Personal information
- Date of birth: 17 May 1994 (age 32)
- Place of birth: Le Mans, France
- Height: 1.82 m (6 ft 0 in)
- Position: Goalkeeper

Team information
- Current team: Concarneau
- Number: 1

Youth career
- 2004–2014: Le Mans

Senior career*
- Years: Team / Apps / (Gls)
- 2012–2014: Le Mans II / 9 / (0)
- 2014–2016: Luçon / 4 / (0)
- 2016–2020: Béziers / 30 / (0)
- 2020: Béziers II / 3 / (0)
- 2020–2022: Concarneau / 68 / (0)
- 2022–2025: Orléans / 95 / (0)
- 2025–: Concarneau / 23 / (0)

= Vincent Viot =

French footballer (born 1994)

Vincent Viot (born 17 May 1994) is a French professional footballer who plays as goalkeeper for club Concarneau.

==Career==
Viot trained at Le Mans FC, before spending two seasons with Vendée Luçon Football as number two goalkeeper.
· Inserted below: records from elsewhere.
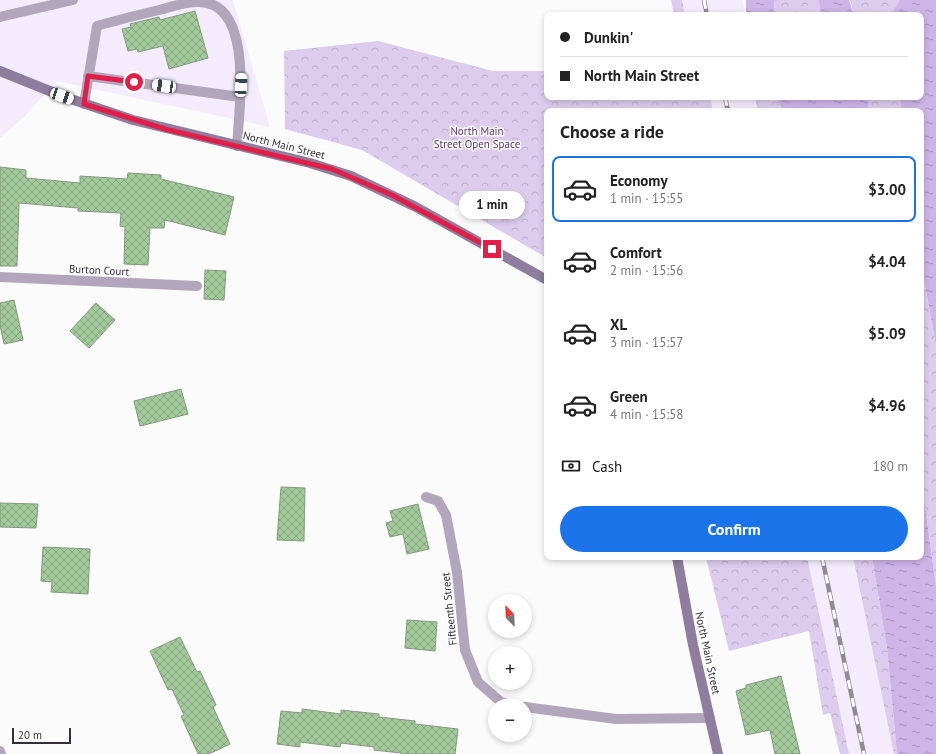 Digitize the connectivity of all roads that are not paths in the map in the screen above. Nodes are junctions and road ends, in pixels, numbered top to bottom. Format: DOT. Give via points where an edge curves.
graph roads {
  1 [pos="72,0"];
  2 [pos="61,1"];
  3 [pos="0,17"];
  4 [pos="0,71"];
  5 [pos="88,76"];
  6 [pos="240,97"];
  7 [pos="84,104"];
  8 [pos="237,146"];
  9 [pos="0,277"];
  10 [pos="544,278"];
  11 [pos="197,286"];
  12 [pos="426,497"];
  13 [pos="678,560"];
  14 [pos="496,698"];
  15 [pos="532,708"];
  16 [pos="710,718"];
  17 [pos="0,751"];
  18 [pos="1,754"];
  19 [pos="718,754"];
  1 -- 2 [label="street"];
  2 -- 3 [label="street"];
  4 -- 7 [label="main road, North Main Street"];
  5 -- 6 [label="street"];
  5 -- 6 [label="street" via="96,26 199,2 212,5 224,13 231,23 242,73"];
  5 -- 7 [label="street"];
  6 -- 8 [label="street"];
  7 -- 8 [label="main road, North Main Street" via="165,129"];
  8 -- 10 [label="main road, North Main Street" via="310,163 369,183"];
  9 -- 11 [label="street, Burton Court"];
  12 -- 14 [label="street, Fifteenth Street" via="438,501 446,515 457,572 465,650 478,682"];
  13 -- 16 [label="main road, North Main Street"];
  15 -- 16 [label="street" via="616,718"];
  16 -- 19 [label="main road, North Main Street"];
  17 -- 18 [label="street"];
}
He signed for Béziers in August 2016 when Luçon filed for bankruptcy.

Viot made his debut at the professional level for Béziers in a 2–1 Ligue 2 loss to AC Ajaccio on 11 January 2019. In June 2020 he signed a two-year deal with Concarneau as their first choice goalkeeper.

On 26 May 2022, Viot signed with Orléans for the 2022–23 season.